Problem description
Copy every record exactly, leaving the pictures out.

——

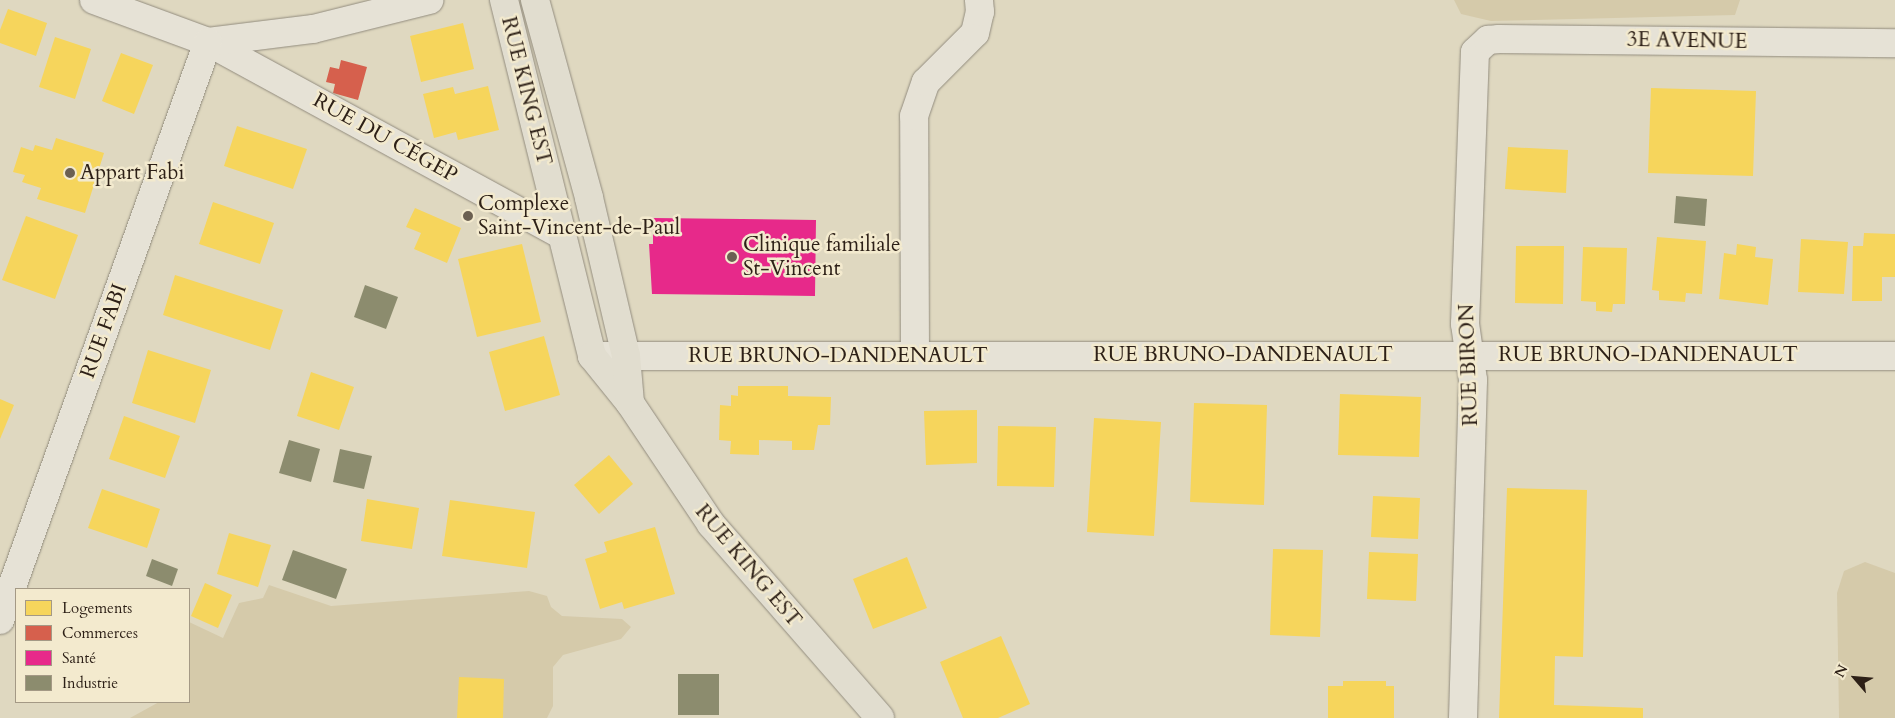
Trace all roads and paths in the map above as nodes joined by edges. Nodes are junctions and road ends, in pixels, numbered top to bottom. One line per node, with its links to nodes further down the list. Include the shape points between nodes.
1 (94, 0): 6 (street, RUE DU CÉGEP)
2 (429, 0): 6 (street, RUE DU CÉGEP, via 313,29)
3 (504, 0): 9 (main road, RUE KING EST)
4 (536, 0): 12 (main road, RUE KING EST, via 589,198)
5 (979, 0): 13 (street, via 975,33 926,82 914,116)
6 (208, 42): 9 (street, RUE DU CÉGEP); 16 (street, RUE FABI)
7 (1895, 43): 8 (street, 3E AVENUE, via 1499,39)
8 (1481, 44): 10 (street, RUE BIRON, via 1473,63 1465,324)
9 (562, 234): 11 (main road, RUE KING EST)
10 (1469, 354): 13 (street, RUE BRUNO-DANDENAULT); 14 (street, RUE BRUNO-DANDENAULT); 18 (street, RUE BIRON, via 1474,380)
11 (592, 356): 12 (street, RUE BRUNO-DANDENAULT); 15 (main road, RUE KING EST)
12 (626, 356): 13 (street, RUE BRUNO-DANDENAULT); 15 (main road, RUE KING EST)
13 (916, 356)
14 (1895, 356)
15 (630, 403): 17 (main road, RUE KING EST, via 711,524)
16 (0, 620)
17 (880, 718)
18 (1463, 718)

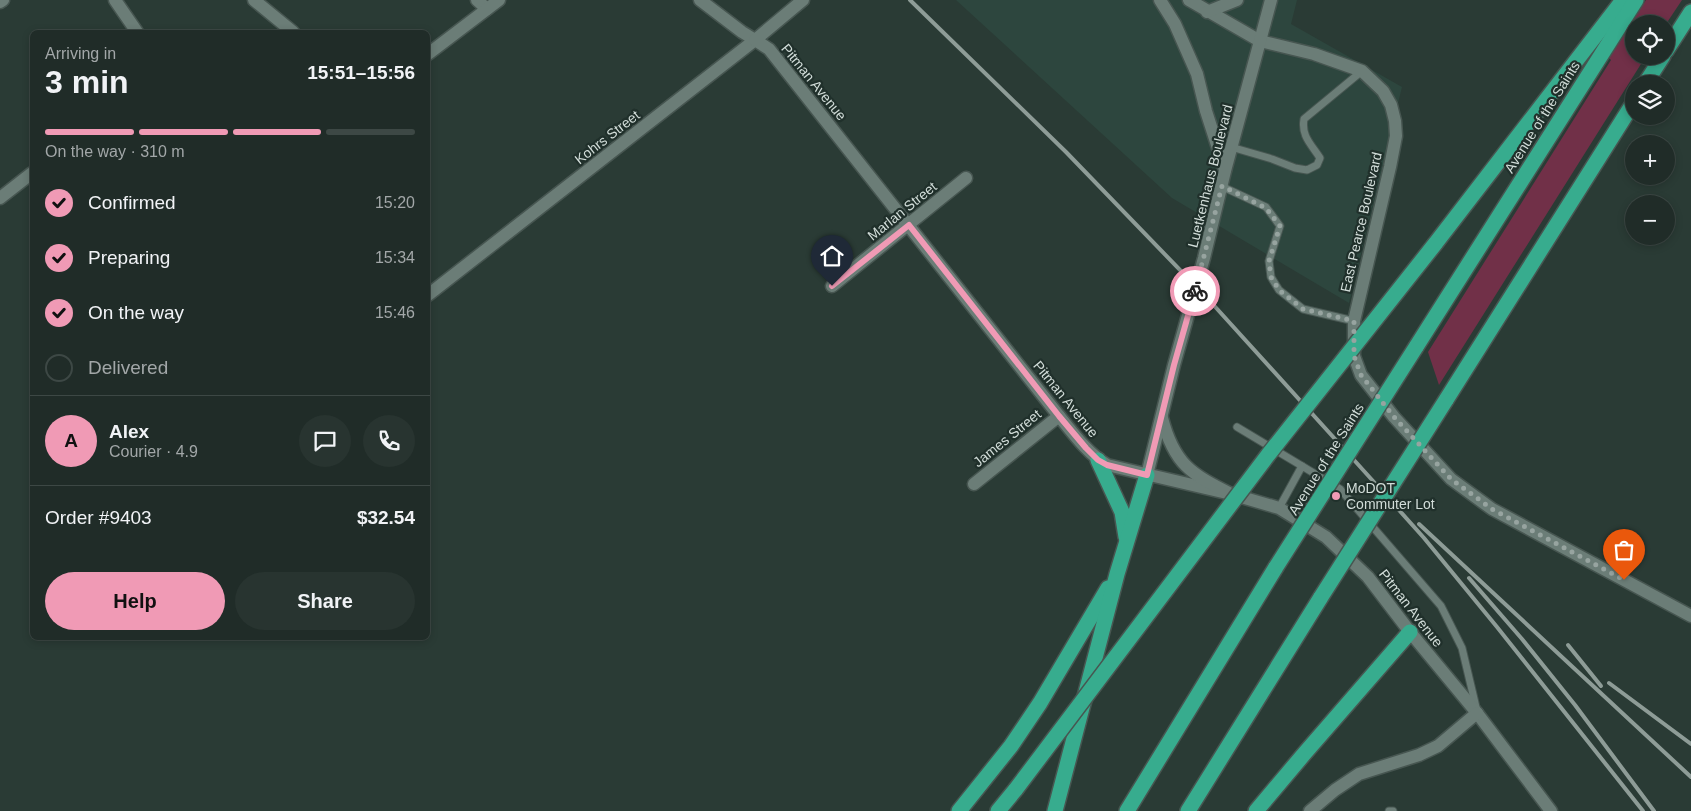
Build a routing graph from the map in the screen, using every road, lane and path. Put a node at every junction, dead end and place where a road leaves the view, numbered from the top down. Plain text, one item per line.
1 (114, 0) edge
2 (254, 0) edge
3 (499, 0) edge
4 (700, 0) edge
5 (803, 0) edge
6 (1160, 0) edge
7 (1189, 0) edge
8 (1237, 0) edge
9 (1271, 0) edge
10 (1622, 0) edge
11 (1636, 0) edge
12 (482, 5) edge
13 (1207, 12) junction
14 (1691, 12) edge
15 (136, 30) edge
16 (291, 30) edge
17 (1675, 37) edge
18 (755, 40) junction
19 (1260, 41) junction
20 (430, 52) edge
21 (1362, 72) junction
22 (1625, 116) edge
23 (1231, 147) junction
24 (1225, 171) junction
25 (30, 175) edge
26 (966, 178) dead end
27 (1222, 186) junction
28 (0, 198) edge
29 (909, 225) junction
30 (832, 286) dead end
31 (430, 294) edge
32 (1354, 321) junction
33 (1059, 416) junction
34 (1162, 416) junction
35 (1237, 427) dead end
36 (1098, 460) junction
37 (1302, 466) junction
38 (1147, 475) junction
39 (974, 484) dead end
40 (1231, 494) junction
41 (1279, 508) junction
42 (1127, 542) junction
43 (1117, 574) junction
44 (1691, 616) edge
45 (1410, 632) junction
46 (1477, 713) junction
47 (1315, 809) edge
48 (959, 811) edge
49 (998, 811) edge
50 (1055, 811) edge
51 (1127, 811) edge
52 (1188, 811) edge
53 (1256, 811) edge
54 (1389, 811) edge
55 (1393, 811) edge
56 (1551, 811) edge

1 - 15 street
2 - 16 street
3 - 12 street
4 - 18 street, Pitman Avenue
5 - 18 street, Kohrs Street
6 - 24 street
7 - 13 street, East Pearce Boulevard
8 - 13 street
9 - 19 street, Luetkenhaus Boulevard
10 - 49 highway, bridge
11 - 51 highway, Avenue of the Saints, bridge
12 - 20 street
13 - 19 street, East Pearce Boulevard
14 - 17 highway
18 - 29 street, Pitman Avenue
18 - 31 street, Kohrs Street
19 - 21 street, East Pearce Boulevard
19 - 23 street, Luetkenhaus Boulevard
21 - 23 lane
21 - 32 street, East Pearce Boulevard
22 - 52 highway, bridge
23 - 24 street, Luetkenhaus Boulevard
24 - 27 street, Luetkenhaus Boulevard
25 - 28 street
26 - 29 street, Marlan Street
27 - 32 lane
27 - 34 street, Luetkenhaus Boulevard
29 - 30 street, Marlan Street
29 - 33 street, Pitman Avenue
32 - 44 street, East Pearce Boulevard
33 - 36 street, Pitman Avenue
33 - 39 street, James Street
34 - 38 street, Luetkenhaus Boulevard
34 - 40 street
35 - 37 lane
36 - 38 street, Pitman Avenue
36 - 42 highway
37 - 41 lane
37 - 46 lane
38 - 40 street, Pitman Avenue
38 - 42 highway
40 - 41 street, Pitman Avenue
41 - 45 street, Pitman Avenue
42 - 43 highway
43 - 48 highway
43 - 50 highway
45 - 46 street, Pitman Avenue
45 - 53 highway
46 - 47 street
46 - 56 street, Pitman Avenue
54 - 55 lane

——

Output
Trace all roads and paths in the map above as nodes joined by edges. Nodes are junctions and road ends, in pixels, numbered top to bottom. One line per node, with its links to nodes further down the list. Include the shape points between nodes.
1 (94, 0): 6 (street, RUE DU CÉGEP)
2 (429, 0): 6 (street, RUE DU CÉGEP, via 313,29)
3 (504, 0): 9 (main road, RUE KING EST)
4 (536, 0): 12 (main road, RUE KING EST, via 589,198)
5 (979, 0): 13 (street, via 975,33 926,82 914,116)
6 (208, 42): 9 (street, RUE DU CÉGEP); 16 (street, RUE FABI)
7 (1895, 43): 8 (street, 3E AVENUE, via 1499,39)
8 (1481, 44): 10 (street, RUE BIRON, via 1473,63 1465,324)
9 (562, 234): 11 (main road, RUE KING EST)
10 (1469, 354): 13 (street, RUE BRUNO-DANDENAULT); 14 (street, RUE BRUNO-DANDENAULT); 18 (street, RUE BIRON, via 1474,380)
11 (592, 356): 12 (street, RUE BRUNO-DANDENAULT); 15 (main road, RUE KING EST)
12 (626, 356): 13 (street, RUE BRUNO-DANDENAULT); 15 (main road, RUE KING EST)
13 (916, 356)
14 (1895, 356)
15 (630, 403): 17 (main road, RUE KING EST, via 711,524)
16 (0, 620)
17 (880, 718)
18 (1463, 718)

Build a routing graph from the map in the screen, using every road, lane and path. Put a node at every junction, dead end and place where a road leaves the view, numbered from the top down. Plain text, one item per line.
1 (114, 0) edge
2 (254, 0) edge
3 (499, 0) edge
4 (700, 0) edge
5 (803, 0) edge
6 (1160, 0) edge
7 (1189, 0) edge
8 (1237, 0) edge
9 (1271, 0) edge
10 (1622, 0) edge
11 (1636, 0) edge
12 (482, 5) edge
13 (1207, 12) junction
14 (1691, 12) edge
15 (136, 30) edge
16 (291, 30) edge
17 (1675, 37) edge
18 (755, 40) junction
19 (1260, 41) junction
20 (430, 52) edge
21 (1362, 72) junction
22 (1625, 116) edge
23 (1231, 147) junction
24 (1225, 171) junction
25 (30, 175) edge
26 (966, 178) dead end
27 (1222, 186) junction
28 (0, 198) edge
29 (909, 225) junction
30 (832, 286) dead end
31 (430, 294) edge
32 (1354, 321) junction
33 (1059, 416) junction
34 (1162, 416) junction
35 (1237, 427) dead end
36 (1098, 460) junction
37 (1302, 466) junction
38 (1147, 475) junction
39 (974, 484) dead end
40 (1231, 494) junction
41 (1279, 508) junction
42 (1127, 542) junction
43 (1117, 574) junction
44 (1691, 616) edge
45 (1410, 632) junction
46 (1477, 713) junction
47 (1315, 809) edge
48 (959, 811) edge
49 (998, 811) edge
50 (1055, 811) edge
51 (1127, 811) edge
52 (1188, 811) edge
53 (1256, 811) edge
54 (1389, 811) edge
55 (1393, 811) edge
56 (1551, 811) edge

1 - 15 street
2 - 16 street
3 - 12 street
4 - 18 street, Pitman Avenue
5 - 18 street, Kohrs Street
6 - 24 street
7 - 13 street, East Pearce Boulevard
8 - 13 street
9 - 19 street, Luetkenhaus Boulevard
10 - 49 highway, bridge
11 - 51 highway, Avenue of the Saints, bridge
12 - 20 street
13 - 19 street, East Pearce Boulevard
14 - 17 highway
18 - 29 street, Pitman Avenue
18 - 31 street, Kohrs Street
19 - 21 street, East Pearce Boulevard
19 - 23 street, Luetkenhaus Boulevard
21 - 23 lane
21 - 32 street, East Pearce Boulevard
22 - 52 highway, bridge
23 - 24 street, Luetkenhaus Boulevard
24 - 27 street, Luetkenhaus Boulevard
25 - 28 street
26 - 29 street, Marlan Street
27 - 32 lane
27 - 34 street, Luetkenhaus Boulevard
29 - 30 street, Marlan Street
29 - 33 street, Pitman Avenue
32 - 44 street, East Pearce Boulevard
33 - 36 street, Pitman Avenue
33 - 39 street, James Street
34 - 38 street, Luetkenhaus Boulevard
34 - 40 street
35 - 37 lane
36 - 38 street, Pitman Avenue
36 - 42 highway
37 - 41 lane
37 - 46 lane
38 - 40 street, Pitman Avenue
38 - 42 highway
40 - 41 street, Pitman Avenue
41 - 45 street, Pitman Avenue
42 - 43 highway
43 - 48 highway
43 - 50 highway
45 - 46 street, Pitman Avenue
45 - 53 highway
46 - 47 street
46 - 56 street, Pitman Avenue
54 - 55 lane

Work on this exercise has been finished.